Information provided.
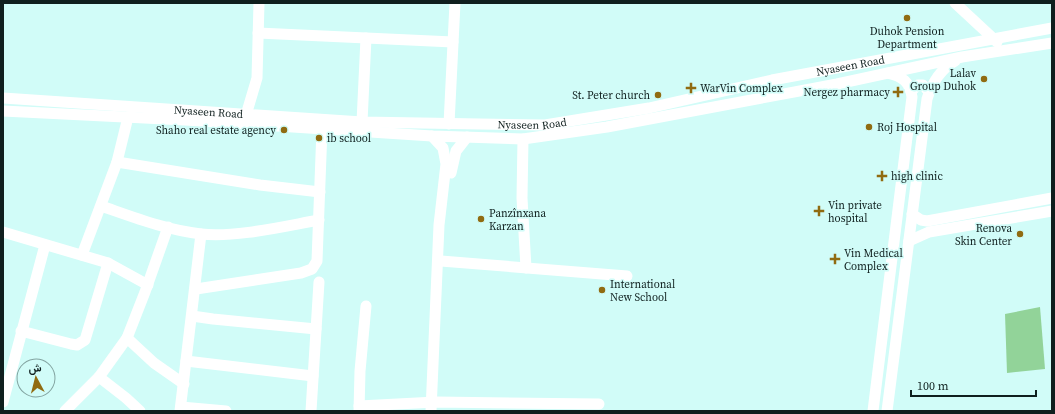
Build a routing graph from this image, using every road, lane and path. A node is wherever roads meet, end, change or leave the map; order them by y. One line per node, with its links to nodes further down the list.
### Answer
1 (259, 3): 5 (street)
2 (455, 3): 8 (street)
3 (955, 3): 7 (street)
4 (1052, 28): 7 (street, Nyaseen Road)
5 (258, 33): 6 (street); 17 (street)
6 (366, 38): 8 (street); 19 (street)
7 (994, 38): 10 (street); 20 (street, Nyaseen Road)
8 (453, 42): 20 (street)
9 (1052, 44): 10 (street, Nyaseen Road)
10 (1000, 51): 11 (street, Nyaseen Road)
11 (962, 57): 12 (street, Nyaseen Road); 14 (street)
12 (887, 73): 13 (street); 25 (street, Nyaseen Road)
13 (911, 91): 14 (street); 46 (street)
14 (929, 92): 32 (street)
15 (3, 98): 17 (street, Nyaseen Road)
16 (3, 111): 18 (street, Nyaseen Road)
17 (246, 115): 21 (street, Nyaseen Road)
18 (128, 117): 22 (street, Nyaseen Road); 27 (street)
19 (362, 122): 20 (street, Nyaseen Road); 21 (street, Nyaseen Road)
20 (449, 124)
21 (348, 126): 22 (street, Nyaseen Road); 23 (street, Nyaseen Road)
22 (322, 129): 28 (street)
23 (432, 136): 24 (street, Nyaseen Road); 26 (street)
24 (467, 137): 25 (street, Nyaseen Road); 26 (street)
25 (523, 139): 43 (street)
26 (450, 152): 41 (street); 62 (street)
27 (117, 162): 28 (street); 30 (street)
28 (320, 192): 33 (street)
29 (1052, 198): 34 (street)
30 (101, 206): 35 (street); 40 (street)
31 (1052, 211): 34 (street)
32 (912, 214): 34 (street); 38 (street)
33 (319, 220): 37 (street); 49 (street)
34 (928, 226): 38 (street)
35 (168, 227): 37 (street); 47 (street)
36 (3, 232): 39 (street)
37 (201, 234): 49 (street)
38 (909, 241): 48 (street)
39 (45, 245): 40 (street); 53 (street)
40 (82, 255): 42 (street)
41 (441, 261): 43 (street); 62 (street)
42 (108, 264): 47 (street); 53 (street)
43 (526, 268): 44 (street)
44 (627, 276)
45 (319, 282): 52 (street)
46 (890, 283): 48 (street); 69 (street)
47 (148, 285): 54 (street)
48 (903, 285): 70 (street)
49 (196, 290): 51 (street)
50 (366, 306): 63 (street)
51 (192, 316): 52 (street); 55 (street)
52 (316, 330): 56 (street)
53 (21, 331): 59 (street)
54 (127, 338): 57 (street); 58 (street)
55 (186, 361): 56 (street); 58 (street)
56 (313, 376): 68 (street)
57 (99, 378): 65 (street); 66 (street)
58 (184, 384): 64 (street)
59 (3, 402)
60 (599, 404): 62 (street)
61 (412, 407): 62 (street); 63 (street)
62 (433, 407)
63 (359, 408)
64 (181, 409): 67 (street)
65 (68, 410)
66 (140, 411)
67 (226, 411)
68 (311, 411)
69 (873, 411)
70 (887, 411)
---
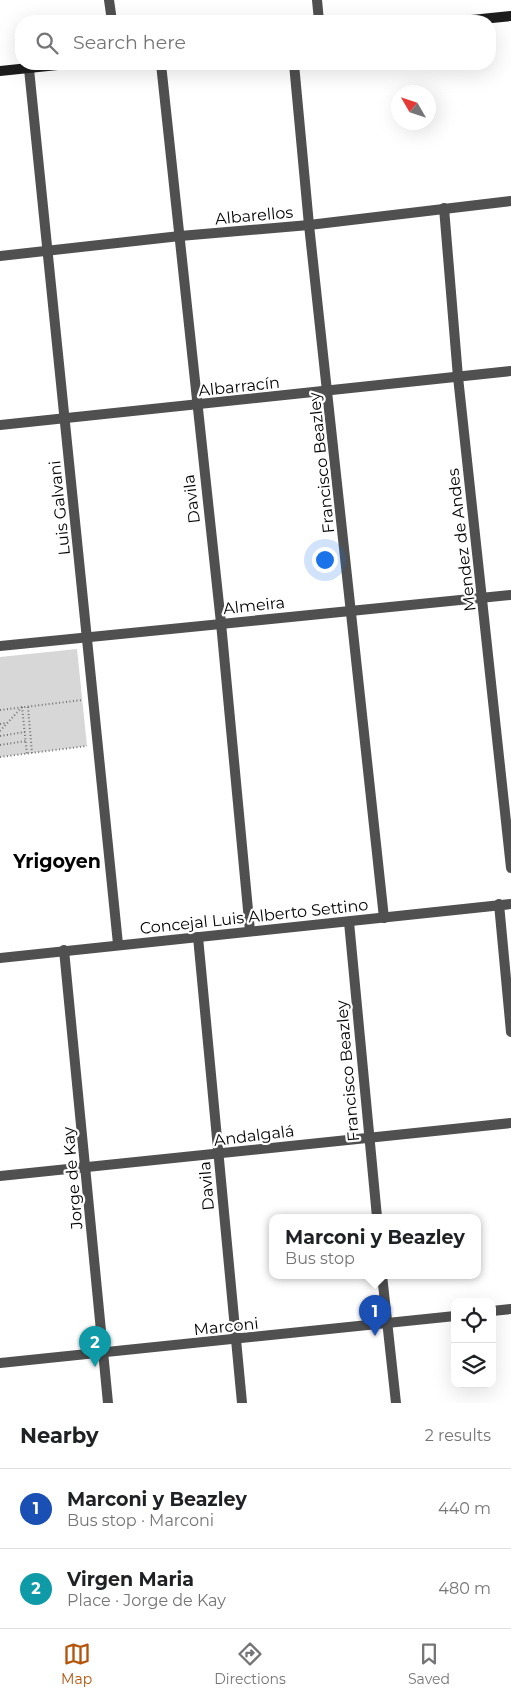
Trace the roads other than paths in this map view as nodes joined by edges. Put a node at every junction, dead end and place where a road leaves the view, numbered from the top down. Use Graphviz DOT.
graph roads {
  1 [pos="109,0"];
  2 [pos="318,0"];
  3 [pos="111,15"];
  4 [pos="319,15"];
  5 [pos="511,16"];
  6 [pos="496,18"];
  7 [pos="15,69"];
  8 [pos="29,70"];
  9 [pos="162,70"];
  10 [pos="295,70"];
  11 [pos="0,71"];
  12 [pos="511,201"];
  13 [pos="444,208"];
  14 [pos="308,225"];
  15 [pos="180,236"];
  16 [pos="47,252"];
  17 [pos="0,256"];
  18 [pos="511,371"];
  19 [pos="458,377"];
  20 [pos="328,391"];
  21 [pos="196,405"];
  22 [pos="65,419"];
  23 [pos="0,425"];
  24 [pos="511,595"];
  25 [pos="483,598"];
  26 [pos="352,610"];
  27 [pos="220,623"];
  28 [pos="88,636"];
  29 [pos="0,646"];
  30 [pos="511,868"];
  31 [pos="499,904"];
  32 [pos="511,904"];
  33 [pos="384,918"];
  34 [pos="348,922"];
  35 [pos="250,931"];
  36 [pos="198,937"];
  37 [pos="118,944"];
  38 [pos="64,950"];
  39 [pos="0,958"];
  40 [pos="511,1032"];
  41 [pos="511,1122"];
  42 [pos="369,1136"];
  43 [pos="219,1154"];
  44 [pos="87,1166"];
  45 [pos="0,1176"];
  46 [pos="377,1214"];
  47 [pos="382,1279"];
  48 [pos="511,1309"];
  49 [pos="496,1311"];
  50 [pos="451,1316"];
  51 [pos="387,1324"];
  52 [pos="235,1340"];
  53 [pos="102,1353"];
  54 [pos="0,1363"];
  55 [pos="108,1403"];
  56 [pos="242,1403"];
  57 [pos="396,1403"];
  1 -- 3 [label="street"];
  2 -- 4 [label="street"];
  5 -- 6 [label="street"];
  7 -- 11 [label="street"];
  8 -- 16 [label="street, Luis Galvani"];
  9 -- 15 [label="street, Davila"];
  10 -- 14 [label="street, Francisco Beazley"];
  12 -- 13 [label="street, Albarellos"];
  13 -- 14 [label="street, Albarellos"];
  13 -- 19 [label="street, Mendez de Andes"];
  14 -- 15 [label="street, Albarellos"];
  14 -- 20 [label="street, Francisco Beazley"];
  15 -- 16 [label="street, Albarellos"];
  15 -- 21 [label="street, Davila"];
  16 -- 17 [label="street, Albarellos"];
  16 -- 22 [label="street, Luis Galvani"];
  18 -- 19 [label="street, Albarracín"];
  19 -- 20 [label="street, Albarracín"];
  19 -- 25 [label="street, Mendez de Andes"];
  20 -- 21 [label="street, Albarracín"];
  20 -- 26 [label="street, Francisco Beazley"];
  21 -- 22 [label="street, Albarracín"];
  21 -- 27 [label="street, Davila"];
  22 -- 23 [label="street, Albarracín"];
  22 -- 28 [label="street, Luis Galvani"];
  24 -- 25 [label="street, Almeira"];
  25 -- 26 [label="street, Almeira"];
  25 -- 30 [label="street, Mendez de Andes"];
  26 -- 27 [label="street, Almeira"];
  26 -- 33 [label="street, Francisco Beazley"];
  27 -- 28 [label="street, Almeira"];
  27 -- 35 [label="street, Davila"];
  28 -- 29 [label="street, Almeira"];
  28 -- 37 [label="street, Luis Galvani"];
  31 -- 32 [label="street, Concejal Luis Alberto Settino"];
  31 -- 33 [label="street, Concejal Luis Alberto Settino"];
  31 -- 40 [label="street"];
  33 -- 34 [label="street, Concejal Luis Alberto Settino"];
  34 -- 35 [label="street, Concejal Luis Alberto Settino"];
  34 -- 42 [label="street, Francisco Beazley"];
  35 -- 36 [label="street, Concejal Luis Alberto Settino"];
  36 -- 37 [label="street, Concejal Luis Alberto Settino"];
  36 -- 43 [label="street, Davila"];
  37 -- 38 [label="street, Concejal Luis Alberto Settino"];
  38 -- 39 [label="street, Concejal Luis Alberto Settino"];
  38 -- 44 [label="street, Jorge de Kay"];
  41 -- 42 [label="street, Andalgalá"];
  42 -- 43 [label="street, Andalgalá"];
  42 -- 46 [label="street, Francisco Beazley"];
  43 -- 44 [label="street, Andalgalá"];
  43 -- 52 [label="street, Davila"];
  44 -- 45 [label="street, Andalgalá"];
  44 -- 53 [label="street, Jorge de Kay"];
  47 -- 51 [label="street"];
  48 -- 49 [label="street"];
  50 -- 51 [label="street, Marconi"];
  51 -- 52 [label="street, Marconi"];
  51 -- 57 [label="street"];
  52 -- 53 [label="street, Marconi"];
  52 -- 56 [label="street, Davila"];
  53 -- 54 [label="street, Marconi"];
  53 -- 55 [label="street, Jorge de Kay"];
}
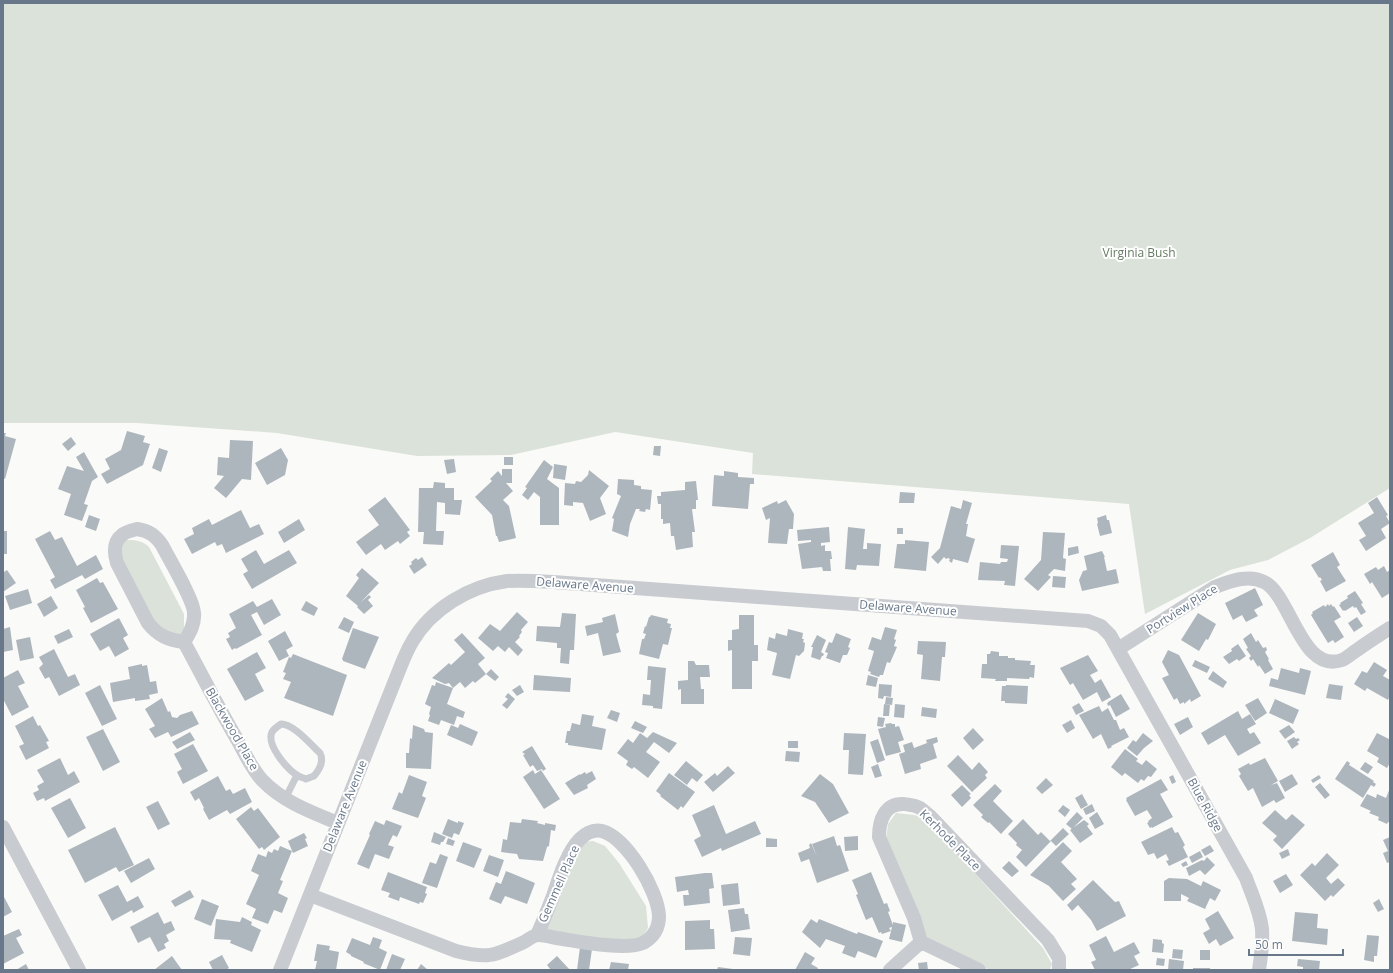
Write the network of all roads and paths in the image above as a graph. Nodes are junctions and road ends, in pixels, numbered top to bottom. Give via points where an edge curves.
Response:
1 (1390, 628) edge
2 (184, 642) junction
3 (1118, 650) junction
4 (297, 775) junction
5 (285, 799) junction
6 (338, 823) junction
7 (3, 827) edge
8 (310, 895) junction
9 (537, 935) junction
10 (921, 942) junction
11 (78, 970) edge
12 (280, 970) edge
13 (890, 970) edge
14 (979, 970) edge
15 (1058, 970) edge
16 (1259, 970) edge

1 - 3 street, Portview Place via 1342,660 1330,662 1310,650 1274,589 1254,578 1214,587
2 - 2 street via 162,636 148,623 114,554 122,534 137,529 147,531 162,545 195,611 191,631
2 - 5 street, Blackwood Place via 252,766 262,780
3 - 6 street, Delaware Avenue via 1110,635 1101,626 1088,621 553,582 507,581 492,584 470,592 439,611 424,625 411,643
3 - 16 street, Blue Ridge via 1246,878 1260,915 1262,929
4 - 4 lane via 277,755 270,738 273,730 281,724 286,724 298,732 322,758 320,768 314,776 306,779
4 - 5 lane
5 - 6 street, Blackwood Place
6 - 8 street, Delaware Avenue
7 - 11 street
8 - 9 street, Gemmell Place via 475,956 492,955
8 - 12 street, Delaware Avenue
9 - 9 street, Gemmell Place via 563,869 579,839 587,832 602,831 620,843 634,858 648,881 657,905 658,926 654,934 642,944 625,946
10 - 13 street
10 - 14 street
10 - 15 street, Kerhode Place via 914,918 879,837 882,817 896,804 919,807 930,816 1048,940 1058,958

Task statement.
Among the entries above, identify all lines with "Marconi" and copy them.

Final answer.
  50 -- 51 [label="street, Marconi"];
  51 -- 52 [label="street, Marconi"];
  52 -- 53 [label="street, Marconi"];
  53 -- 54 [label="street, Marconi"];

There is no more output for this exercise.